La presidenta brasileña, Dilma Rousseff, tuvo ayer, por primera vez, palabras enérgicas contra manifestantes, al repudiar a los camioneros que llevan tres días bloqueando carreteras de varios estados en reclamo de mayores subsidios al combustible y contra el aumento de los peajes. Diferenció a quienes adoptan medidas de fuerza con las multitudes que se volcaron pacíficamente a las calles desde hace un mes.

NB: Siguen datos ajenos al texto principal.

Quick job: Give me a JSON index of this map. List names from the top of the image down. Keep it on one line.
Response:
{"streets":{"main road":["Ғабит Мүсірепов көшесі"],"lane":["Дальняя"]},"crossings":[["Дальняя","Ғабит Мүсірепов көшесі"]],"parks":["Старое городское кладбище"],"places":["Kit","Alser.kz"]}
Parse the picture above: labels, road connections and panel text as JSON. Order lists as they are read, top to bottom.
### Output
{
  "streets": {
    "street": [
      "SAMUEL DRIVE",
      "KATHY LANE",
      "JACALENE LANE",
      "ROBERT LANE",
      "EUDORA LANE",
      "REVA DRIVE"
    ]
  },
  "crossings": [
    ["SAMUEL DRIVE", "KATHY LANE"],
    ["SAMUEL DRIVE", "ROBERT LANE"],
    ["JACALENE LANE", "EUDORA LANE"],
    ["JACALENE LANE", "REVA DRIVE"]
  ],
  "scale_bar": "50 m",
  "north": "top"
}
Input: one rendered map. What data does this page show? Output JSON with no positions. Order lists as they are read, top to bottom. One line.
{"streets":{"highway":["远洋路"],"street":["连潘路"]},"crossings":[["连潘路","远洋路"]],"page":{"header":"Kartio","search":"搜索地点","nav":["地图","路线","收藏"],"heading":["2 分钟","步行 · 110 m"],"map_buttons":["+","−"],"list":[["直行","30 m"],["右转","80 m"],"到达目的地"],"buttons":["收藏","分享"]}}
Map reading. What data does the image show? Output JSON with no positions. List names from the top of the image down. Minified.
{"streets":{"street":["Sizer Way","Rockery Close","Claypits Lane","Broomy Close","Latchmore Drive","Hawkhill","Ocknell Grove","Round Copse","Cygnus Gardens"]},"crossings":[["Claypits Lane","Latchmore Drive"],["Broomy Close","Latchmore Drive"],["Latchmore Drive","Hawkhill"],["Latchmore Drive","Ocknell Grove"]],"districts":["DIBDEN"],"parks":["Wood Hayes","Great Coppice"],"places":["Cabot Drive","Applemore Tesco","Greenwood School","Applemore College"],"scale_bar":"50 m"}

“Es fundamental para el país que las rutas no sean obstruidas, mi gobierno no se quedará quieto ante el proceso de interrupción de las carreteras”, afirmó de manera enérgica la presidenta. Lo hizo durante una ceremonia oficial convocada para tratar la concesión de puertos a la iniciativa privada, celebrada en el Palacio del Planalto, de Brasilia, y que da continuidad al programa de concesiones que incluye vías férreas, aeropuertos y caminos.

“ Una cosa son las marchas pacíficas que engrandecen al país y otra muy distinta es creer que el país pueda vivir sin normalidad y sin estabilidad” por causa de los que impiden circular a personas y mercancías, sostuvo.

Paralelamente, los médicos de Brasil realizaron ayer paros y manifestaciones en varios estados para repudiar la iniciativa de la presidenta, que anunció la contratación de profesionales extranjeros para hospitales públicos del interior y la periferia de las capitales. Un grupo de profesionales se concentró en Cinelandia, centro de Río de Janeiro, para denunciar “la farsa de la importación de médicos extranjeros para resolver el problema de la salud” declaró Jorge Darze, presidente del sindicato de médicos cariocas.